Saved data entries:

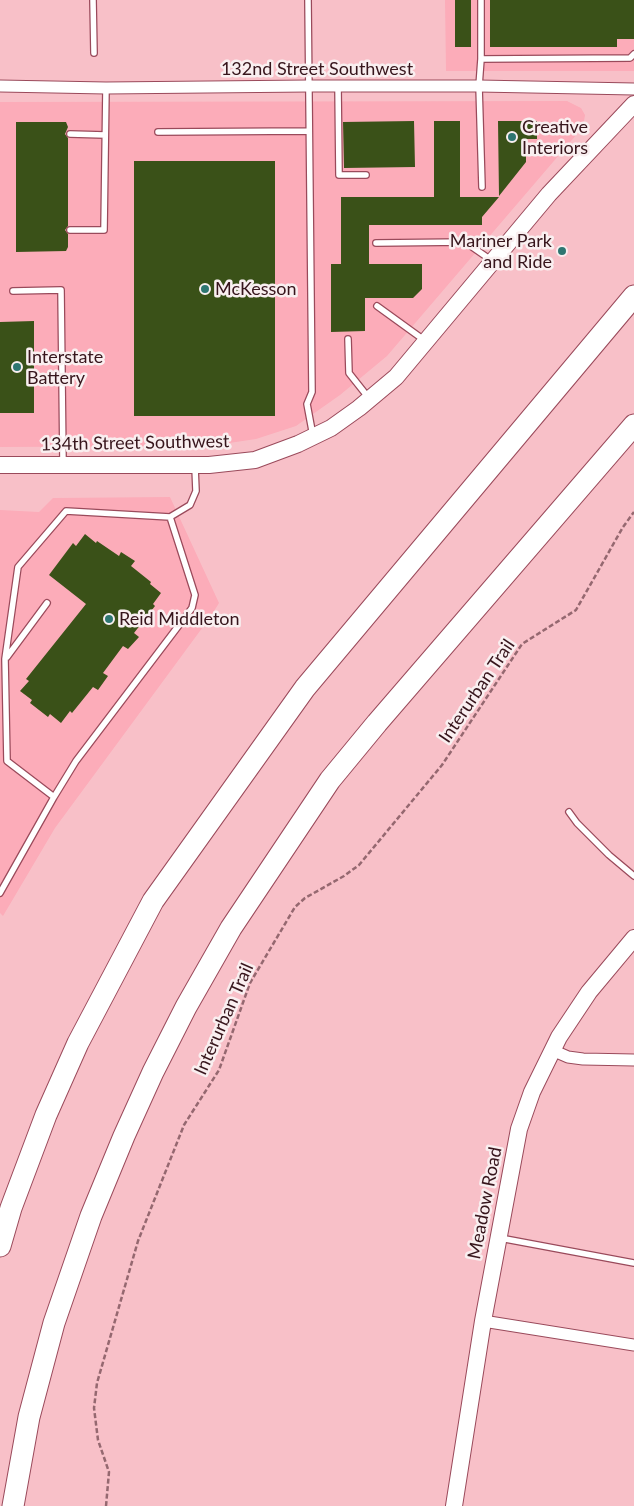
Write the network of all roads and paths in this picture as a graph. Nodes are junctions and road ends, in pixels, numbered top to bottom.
1 (93, 0) edge
2 (308, 0) edge
3 (481, 0) edge
4 (94, 52) dead end
5 (634, 54) edge
6 (481, 59) junction
7 (0, 86) edge
8 (309, 86) junction
9 (338, 86) junction
10 (479, 86) junction
11 (106, 88) junction
12 (634, 89) edge
13 (634, 104) edge
14 (309, 131) junction
15 (158, 132) dead end
16 (70, 134) dead end
17 (106, 135) junction
18 (366, 175) dead end
19 (482, 187) dead end
20 (70, 230) dead end
21 (376, 243) dead end
22 (493, 262) junction
23 (13, 291) dead end
24 (634, 295) edge
25 (377, 306) dead end
26 (348, 340) dead end
27 (426, 341) junction
28 (369, 399) junction
29 (634, 425) edge
30 (305, 440) junction
31 (0, 465) edge
32 (64, 465) junction
33 (195, 465) junction
34 (634, 512) edge
35 (170, 517) junction
36 (48, 603) dead end
37 (5, 659) junction
38 (54, 796) junction
39 (569, 812) dead end
40 (634, 876) edge
41 (0, 893) edge
42 (634, 938) edge
43 (552, 1050) junction
44 (634, 1060) edge
45 (498, 1238) junction
46 (0, 1246) edge
47 (634, 1263) edge
48 (483, 1321) junction
49 (634, 1345) edge
50 (13, 1506) edge
51 (106, 1506) edge
52 (454, 1506) edge

1 - 4 lane
2 - 8 lane
3 - 6 lane
5 - 6 lane
6 - 10 lane
7 - 11 street, 132nd Street Southwest
8 - 9 street, 132nd Street Southwest
8 - 11 street, 132nd Street Southwest
8 - 14 lane
9 - 10 street, 132nd Street Southwest
9 - 18 lane
10 - 12 street, 132nd Street Southwest
10 - 19 lane
11 - 17 lane
13 - 22 street, 134th Street Southwest
14 - 15 lane
14 - 30 lane
16 - 17 lane
17 - 20 lane
21 - 22 lane
22 - 27 street, 134th Street Southwest
23 - 32 lane
24 - 46 highway
25 - 27 lane
26 - 28 lane
27 - 28 street, 134th Street Southwest
28 - 30 street, 134th Street Southwest
29 - 50 highway
30 - 33 street, 134th Street Southwest
31 - 32 street, 134th Street Southwest
32 - 33 street, 134th Street Southwest
33 - 35 lane
34 - 51 path, Interurban Trail
35 - 37 lane
35 - 38 lane
36 - 37 lane
37 - 38 lane
38 - 41 lane
39 - 40 lane
42 - 43 street, Meadow Road
43 - 44 street
43 - 45 street, Meadow Road
45 - 47 lane
45 - 48 street, Meadow Road
48 - 49 street
48 - 52 street, Meadow Road

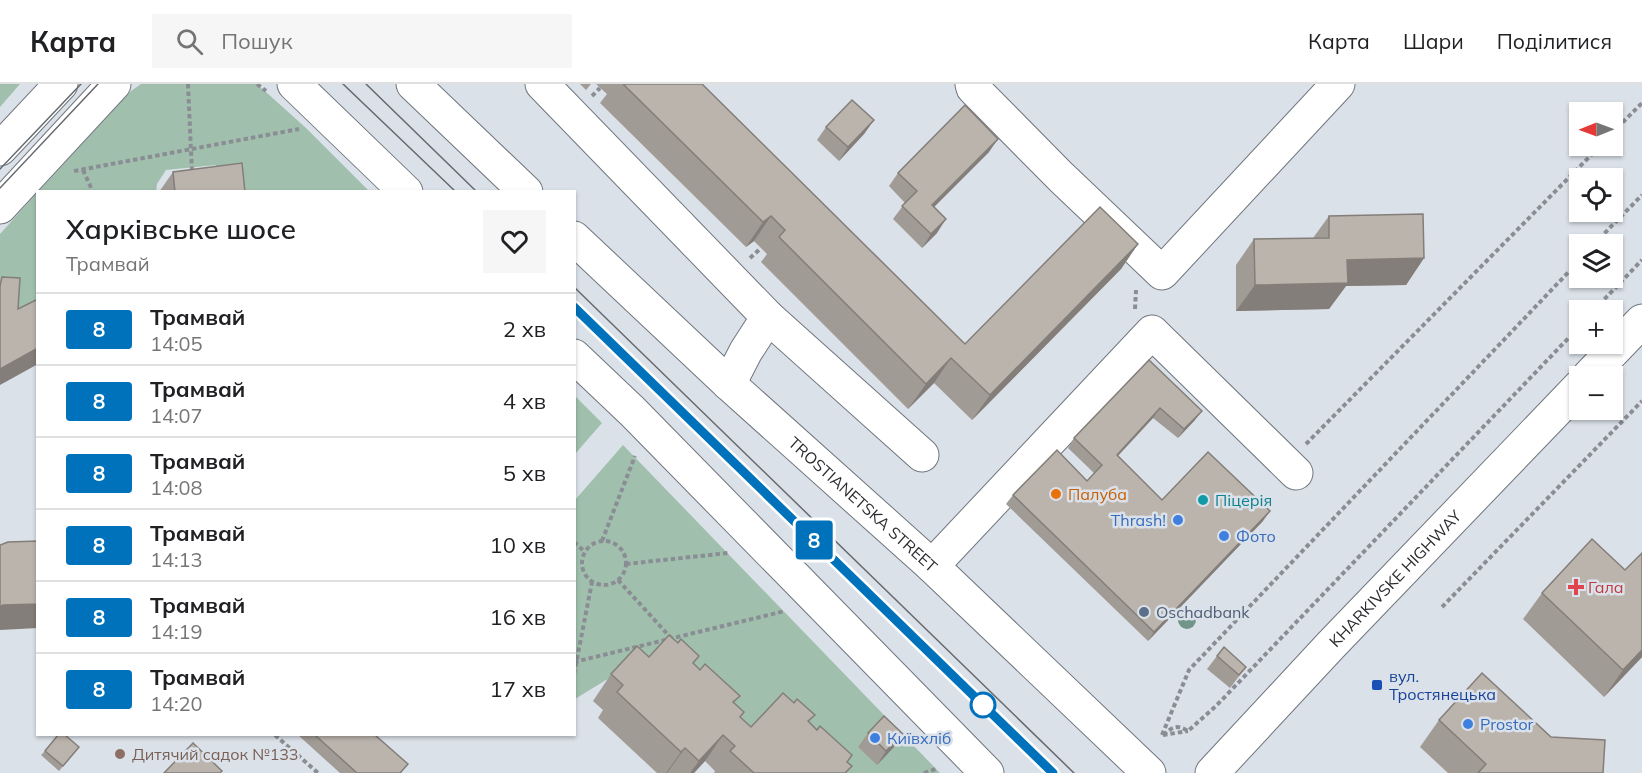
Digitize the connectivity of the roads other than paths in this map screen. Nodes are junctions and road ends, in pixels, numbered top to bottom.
1 (61, 84) edge
2 (114, 84) edge
3 (294, 84) edge
4 (413, 84) edge
5 (542, 84) edge
6 (972, 84) edge
7 (1338, 84) edge
8 (0, 149) edge
9 (404, 190) edge
10 (524, 190) edge
11 (0, 207) edge
12 (576, 240) edge
13 (768, 317) junction
14 (1642, 321) edge
15 (576, 358) edge
16 (1599, 366) edge
17 (729, 384) junction
18 (1569, 397) edge
19 (922, 455) dead end
20 (1291, 468) road end
21 (932, 566) junction
22 (987, 773) edge
23 (1149, 773) edge
24 (1212, 773) edge

1 - 8 street
2 - 11 street
3 - 9 street
4 - 10 street
5 - 13 street
6 - 7 street
12 - 17 street, TROSTIANETSKA STREET
13 - 17 street
13 - 19 street
14 - 16 street
15 - 22 street
17 - 21 street, TROSTIANETSKA STREET
18 - 24 street, KHARKIVSKE HIGHWAY
20 - 21 street
21 - 23 street, TROSTIANETSKA STREET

### What you have to do
Output the data exactly, pictures omitted.

### Your response
Write the network of all roads and paths in this picture as a graph. Nodes are junctions and road ends, in pixels, numbered top to bottom.
1 (93, 0) edge
2 (308, 0) edge
3 (481, 0) edge
4 (94, 52) dead end
5 (634, 54) edge
6 (481, 59) junction
7 (0, 86) edge
8 (309, 86) junction
9 (338, 86) junction
10 (479, 86) junction
11 (106, 88) junction
12 (634, 89) edge
13 (634, 104) edge
14 (309, 131) junction
15 (158, 132) dead end
16 (70, 134) dead end
17 (106, 135) junction
18 (366, 175) dead end
19 (482, 187) dead end
20 (70, 230) dead end
21 (376, 243) dead end
22 (493, 262) junction
23 (13, 291) dead end
24 (634, 295) edge
25 (377, 306) dead end
26 (348, 340) dead end
27 (426, 341) junction
28 (369, 399) junction
29 (634, 425) edge
30 (305, 440) junction
31 (0, 465) edge
32 (64, 465) junction
33 (195, 465) junction
34 (634, 512) edge
35 (170, 517) junction
36 (48, 603) dead end
37 (5, 659) junction
38 (54, 796) junction
39 (569, 812) dead end
40 (634, 876) edge
41 (0, 893) edge
42 (634, 938) edge
43 (552, 1050) junction
44 (634, 1060) edge
45 (498, 1238) junction
46 (0, 1246) edge
47 (634, 1263) edge
48 (483, 1321) junction
49 (634, 1345) edge
50 (13, 1506) edge
51 (106, 1506) edge
52 (454, 1506) edge

1 - 4 lane
2 - 8 lane
3 - 6 lane
5 - 6 lane
6 - 10 lane
7 - 11 street, 132nd Street Southwest
8 - 9 street, 132nd Street Southwest
8 - 11 street, 132nd Street Southwest
8 - 14 lane
9 - 10 street, 132nd Street Southwest
9 - 18 lane
10 - 12 street, 132nd Street Southwest
10 - 19 lane
11 - 17 lane
13 - 22 street, 134th Street Southwest
14 - 15 lane
14 - 30 lane
16 - 17 lane
17 - 20 lane
21 - 22 lane
22 - 27 street, 134th Street Southwest
23 - 32 lane
24 - 46 highway
25 - 27 lane
26 - 28 lane
27 - 28 street, 134th Street Southwest
28 - 30 street, 134th Street Southwest
29 - 50 highway
30 - 33 street, 134th Street Southwest
31 - 32 street, 134th Street Southwest
32 - 33 street, 134th Street Southwest
33 - 35 lane
34 - 51 path, Interurban Trail
35 - 37 lane
35 - 38 lane
36 - 37 lane
37 - 38 lane
38 - 41 lane
39 - 40 lane
42 - 43 street, Meadow Road
43 - 44 street
43 - 45 street, Meadow Road
45 - 47 lane
45 - 48 street, Meadow Road
48 - 49 street
48 - 52 street, Meadow Road

Digitize the connectivity of the roads other than paths in this map screen. Nodes are junctions and road ends, in pixels, numbered top to bottom.
1 (61, 84) edge
2 (114, 84) edge
3 (294, 84) edge
4 (413, 84) edge
5 (542, 84) edge
6 (972, 84) edge
7 (1338, 84) edge
8 (0, 149) edge
9 (404, 190) edge
10 (524, 190) edge
11 (0, 207) edge
12 (576, 240) edge
13 (768, 317) junction
14 (1642, 321) edge
15 (576, 358) edge
16 (1599, 366) edge
17 (729, 384) junction
18 (1569, 397) edge
19 (922, 455) dead end
20 (1291, 468) road end
21 (932, 566) junction
22 (987, 773) edge
23 (1149, 773) edge
24 (1212, 773) edge

1 - 8 street
2 - 11 street
3 - 9 street
4 - 10 street
5 - 13 street
6 - 7 street
12 - 17 street, TROSTIANETSKA STREET
13 - 17 street
13 - 19 street
14 - 16 street
15 - 22 street
17 - 21 street, TROSTIANETSKA STREET
18 - 24 street, KHARKIVSKE HIGHWAY
20 - 21 street
21 - 23 street, TROSTIANETSKA STREET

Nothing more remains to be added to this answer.